Re: #78: Relationship between 401, Authorization and WWW-Authenticate

On 25/07/11 13:29, Adrien de Croy wrote:
>
>
> On 25/07/2011 6:31 a.m., Mark Nottingham wrote:
>> On 24/07/2011, at 2:11 PM, Willy Tarreau wrote:
>>
>>> On Sun, Jul 24, 2011 at 02:06:17PM -0400, Mark Nottingham wrote:
>>>> <http://trac.tools.ietf.org/wg/httpbis/trac/ticket/78>
>>>>
>>>> Proposal:
>>>>
>>>> 1) Clarify that WWW-Authenticate can appear on any response, and
>>>> that when it appears on any other than a 401, it means that the
>>>> client can optionally present the request again with a credential.
>>> Does this mean it's only for other 4xx or for any status ? It might have
>>> implications with non-idempotent requests if a client can repost a
>>> request
>>> that led to a 200 for instance.
>> Any status. Good point about non-idempotent requests; we'll need to
>> make clear it's not about automatically retrying requests, but instead
>> that sending the same request with credentials might have a different
>> affect.
>
> isn't this redundant?
>
> I see requests with credentials all the time, when no previous
> WWW-Authorize had been sent in any response.

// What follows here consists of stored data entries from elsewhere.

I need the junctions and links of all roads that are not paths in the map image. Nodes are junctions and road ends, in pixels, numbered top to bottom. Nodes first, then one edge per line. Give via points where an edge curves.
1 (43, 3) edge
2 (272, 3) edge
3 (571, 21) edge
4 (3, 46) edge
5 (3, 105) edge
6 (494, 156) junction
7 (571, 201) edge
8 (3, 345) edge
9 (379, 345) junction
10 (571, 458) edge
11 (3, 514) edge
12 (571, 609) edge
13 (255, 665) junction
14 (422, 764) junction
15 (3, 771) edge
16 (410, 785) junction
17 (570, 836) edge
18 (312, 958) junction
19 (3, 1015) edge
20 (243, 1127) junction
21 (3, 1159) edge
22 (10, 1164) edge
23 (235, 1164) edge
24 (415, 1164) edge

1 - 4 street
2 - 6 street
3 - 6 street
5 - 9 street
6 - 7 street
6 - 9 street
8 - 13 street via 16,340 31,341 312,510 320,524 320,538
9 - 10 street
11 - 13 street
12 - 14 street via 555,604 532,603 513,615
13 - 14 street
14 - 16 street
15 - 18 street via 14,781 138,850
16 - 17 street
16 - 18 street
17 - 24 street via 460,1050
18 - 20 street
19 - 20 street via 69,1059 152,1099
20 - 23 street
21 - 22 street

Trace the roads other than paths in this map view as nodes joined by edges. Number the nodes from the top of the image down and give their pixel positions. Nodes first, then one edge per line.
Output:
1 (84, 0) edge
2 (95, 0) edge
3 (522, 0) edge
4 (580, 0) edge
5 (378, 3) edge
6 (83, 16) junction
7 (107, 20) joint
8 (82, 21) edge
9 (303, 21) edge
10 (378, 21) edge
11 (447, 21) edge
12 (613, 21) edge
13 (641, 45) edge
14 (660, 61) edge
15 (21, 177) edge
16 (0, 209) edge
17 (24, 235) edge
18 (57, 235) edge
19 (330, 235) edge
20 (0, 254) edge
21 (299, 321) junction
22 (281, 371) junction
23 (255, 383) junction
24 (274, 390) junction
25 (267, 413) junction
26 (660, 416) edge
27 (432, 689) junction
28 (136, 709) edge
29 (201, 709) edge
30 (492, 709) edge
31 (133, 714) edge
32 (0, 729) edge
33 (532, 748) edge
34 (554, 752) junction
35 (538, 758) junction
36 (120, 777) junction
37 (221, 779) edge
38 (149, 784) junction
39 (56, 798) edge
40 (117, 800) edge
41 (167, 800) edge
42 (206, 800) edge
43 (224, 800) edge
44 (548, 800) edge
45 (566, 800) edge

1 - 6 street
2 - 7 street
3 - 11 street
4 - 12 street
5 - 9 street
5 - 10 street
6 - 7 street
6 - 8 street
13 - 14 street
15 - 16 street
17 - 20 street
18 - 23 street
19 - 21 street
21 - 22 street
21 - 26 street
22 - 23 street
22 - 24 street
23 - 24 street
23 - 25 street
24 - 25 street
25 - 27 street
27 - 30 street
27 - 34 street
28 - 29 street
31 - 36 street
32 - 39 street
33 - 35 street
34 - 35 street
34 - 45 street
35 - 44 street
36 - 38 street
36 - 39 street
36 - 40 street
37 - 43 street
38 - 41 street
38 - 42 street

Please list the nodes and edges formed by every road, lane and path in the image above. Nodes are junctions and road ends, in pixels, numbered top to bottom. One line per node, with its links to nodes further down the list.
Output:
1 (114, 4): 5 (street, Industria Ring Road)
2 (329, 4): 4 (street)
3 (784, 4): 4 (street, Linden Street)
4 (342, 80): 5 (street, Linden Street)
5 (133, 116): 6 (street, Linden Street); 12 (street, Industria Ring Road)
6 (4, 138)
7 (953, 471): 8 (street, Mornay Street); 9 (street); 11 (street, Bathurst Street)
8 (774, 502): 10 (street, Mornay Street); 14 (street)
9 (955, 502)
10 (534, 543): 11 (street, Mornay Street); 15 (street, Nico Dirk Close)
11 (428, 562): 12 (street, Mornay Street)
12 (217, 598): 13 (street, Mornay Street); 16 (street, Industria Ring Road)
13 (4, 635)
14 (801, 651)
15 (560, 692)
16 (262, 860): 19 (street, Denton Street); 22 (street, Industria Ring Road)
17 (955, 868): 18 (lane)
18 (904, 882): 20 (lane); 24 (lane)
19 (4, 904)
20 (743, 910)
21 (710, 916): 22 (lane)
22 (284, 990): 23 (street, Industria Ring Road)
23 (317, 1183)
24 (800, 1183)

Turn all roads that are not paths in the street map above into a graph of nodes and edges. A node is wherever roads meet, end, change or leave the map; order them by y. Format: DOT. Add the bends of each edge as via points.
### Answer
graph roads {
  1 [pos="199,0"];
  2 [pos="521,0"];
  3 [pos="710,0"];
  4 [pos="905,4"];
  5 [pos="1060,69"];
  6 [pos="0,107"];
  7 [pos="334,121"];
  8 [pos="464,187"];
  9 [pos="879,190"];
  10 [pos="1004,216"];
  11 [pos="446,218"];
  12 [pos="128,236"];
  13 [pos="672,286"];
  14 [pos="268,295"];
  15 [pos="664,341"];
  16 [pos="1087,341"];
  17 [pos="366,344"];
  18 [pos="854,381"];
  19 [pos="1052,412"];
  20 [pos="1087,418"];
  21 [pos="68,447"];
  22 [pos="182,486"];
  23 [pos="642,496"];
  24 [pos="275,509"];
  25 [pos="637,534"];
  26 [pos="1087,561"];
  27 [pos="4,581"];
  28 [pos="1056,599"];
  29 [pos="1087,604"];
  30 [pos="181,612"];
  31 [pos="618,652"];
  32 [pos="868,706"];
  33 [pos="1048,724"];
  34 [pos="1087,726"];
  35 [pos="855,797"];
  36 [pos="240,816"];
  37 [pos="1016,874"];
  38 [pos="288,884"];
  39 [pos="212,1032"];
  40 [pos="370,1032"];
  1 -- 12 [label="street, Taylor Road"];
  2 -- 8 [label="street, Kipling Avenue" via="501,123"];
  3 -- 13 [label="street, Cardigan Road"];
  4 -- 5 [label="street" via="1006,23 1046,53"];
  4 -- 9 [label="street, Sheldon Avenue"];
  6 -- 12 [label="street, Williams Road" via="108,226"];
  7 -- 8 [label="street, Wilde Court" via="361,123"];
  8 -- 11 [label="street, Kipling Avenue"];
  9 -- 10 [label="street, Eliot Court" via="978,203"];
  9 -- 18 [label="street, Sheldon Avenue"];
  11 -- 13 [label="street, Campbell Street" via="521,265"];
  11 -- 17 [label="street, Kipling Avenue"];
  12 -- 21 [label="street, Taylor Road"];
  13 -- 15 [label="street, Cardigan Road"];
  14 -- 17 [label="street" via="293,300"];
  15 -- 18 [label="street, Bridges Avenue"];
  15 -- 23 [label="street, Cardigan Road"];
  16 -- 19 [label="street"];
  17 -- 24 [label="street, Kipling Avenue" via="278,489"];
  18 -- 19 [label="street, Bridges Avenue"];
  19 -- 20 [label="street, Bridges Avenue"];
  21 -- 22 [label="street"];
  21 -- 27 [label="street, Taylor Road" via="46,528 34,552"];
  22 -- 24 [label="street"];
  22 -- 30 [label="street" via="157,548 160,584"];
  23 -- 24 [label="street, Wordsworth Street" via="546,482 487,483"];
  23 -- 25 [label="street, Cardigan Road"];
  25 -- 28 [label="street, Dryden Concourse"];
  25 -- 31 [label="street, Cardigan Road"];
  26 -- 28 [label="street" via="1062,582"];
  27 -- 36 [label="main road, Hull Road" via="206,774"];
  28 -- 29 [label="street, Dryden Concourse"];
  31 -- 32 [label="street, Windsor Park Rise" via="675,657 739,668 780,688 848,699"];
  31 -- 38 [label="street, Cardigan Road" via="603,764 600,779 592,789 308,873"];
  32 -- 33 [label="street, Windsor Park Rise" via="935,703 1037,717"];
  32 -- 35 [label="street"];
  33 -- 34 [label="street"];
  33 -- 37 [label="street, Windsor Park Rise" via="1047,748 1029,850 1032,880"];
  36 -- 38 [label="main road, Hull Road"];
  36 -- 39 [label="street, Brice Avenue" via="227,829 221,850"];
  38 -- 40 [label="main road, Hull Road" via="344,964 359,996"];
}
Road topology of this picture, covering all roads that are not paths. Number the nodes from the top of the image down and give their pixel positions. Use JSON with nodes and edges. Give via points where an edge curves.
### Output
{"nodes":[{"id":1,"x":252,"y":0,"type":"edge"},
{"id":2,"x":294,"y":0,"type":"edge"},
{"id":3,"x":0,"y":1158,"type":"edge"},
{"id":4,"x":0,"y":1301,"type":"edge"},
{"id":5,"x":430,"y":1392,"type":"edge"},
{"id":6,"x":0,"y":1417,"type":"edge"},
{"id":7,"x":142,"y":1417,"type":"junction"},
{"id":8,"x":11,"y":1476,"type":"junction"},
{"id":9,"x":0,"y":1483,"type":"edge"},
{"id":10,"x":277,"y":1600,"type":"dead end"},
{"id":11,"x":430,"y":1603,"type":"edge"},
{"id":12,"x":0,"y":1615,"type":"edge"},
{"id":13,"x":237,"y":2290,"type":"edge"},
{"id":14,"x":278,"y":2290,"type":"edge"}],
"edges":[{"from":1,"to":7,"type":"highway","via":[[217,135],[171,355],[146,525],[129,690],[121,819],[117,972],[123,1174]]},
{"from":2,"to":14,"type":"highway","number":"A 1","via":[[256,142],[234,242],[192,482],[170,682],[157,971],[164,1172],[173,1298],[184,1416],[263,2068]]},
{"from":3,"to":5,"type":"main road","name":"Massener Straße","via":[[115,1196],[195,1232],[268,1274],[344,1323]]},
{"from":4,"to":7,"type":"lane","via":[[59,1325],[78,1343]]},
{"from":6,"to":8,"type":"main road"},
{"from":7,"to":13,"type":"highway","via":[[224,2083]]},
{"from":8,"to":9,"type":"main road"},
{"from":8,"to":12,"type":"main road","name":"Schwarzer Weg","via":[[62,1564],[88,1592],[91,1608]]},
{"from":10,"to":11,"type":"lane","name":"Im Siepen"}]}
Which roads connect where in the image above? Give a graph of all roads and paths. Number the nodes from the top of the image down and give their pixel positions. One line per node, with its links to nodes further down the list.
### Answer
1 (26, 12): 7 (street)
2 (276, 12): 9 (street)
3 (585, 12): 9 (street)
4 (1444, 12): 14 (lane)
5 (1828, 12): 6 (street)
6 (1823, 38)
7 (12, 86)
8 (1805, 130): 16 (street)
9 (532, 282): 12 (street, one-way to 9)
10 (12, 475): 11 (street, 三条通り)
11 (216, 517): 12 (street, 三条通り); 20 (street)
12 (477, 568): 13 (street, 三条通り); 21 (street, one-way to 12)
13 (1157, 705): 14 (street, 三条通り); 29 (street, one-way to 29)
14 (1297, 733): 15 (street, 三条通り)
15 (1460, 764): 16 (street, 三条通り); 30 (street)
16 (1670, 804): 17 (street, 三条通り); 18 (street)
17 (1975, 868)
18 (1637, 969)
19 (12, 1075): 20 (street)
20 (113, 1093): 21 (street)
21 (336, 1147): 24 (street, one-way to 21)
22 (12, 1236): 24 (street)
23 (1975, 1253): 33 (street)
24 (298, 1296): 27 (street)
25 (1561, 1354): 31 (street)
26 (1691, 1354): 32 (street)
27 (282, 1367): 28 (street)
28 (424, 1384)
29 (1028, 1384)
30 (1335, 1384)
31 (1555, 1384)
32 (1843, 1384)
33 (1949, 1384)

I disagree on the redundant. This clarifies and documents the existing 
behaviour which must be handled by implementers to improve 
compatibility. Not all of us see these same requests you do.

>
> So clients are already taking any liberties they like to send
> credentials when they please. I don't know that it adds anything to HTTP
> to explicitly tell them they may do this in protocol. They are doing it
> anyway.
>
> Otherwise are we going to prohibit the sending of creds when no
> WWW-Authorize had been sent?

Prohibiting that would be a bad idea. It is possible for the client 
agent to use non-HTTP means to verify the connection security 
requirements before sending credentials over it.

Likewise the mere presence of a WWW-Authorize challenge means nothing 
about the security of the channel. Despite NTLM assumptions to the contrary.

A mention in the security considerations should be enough there.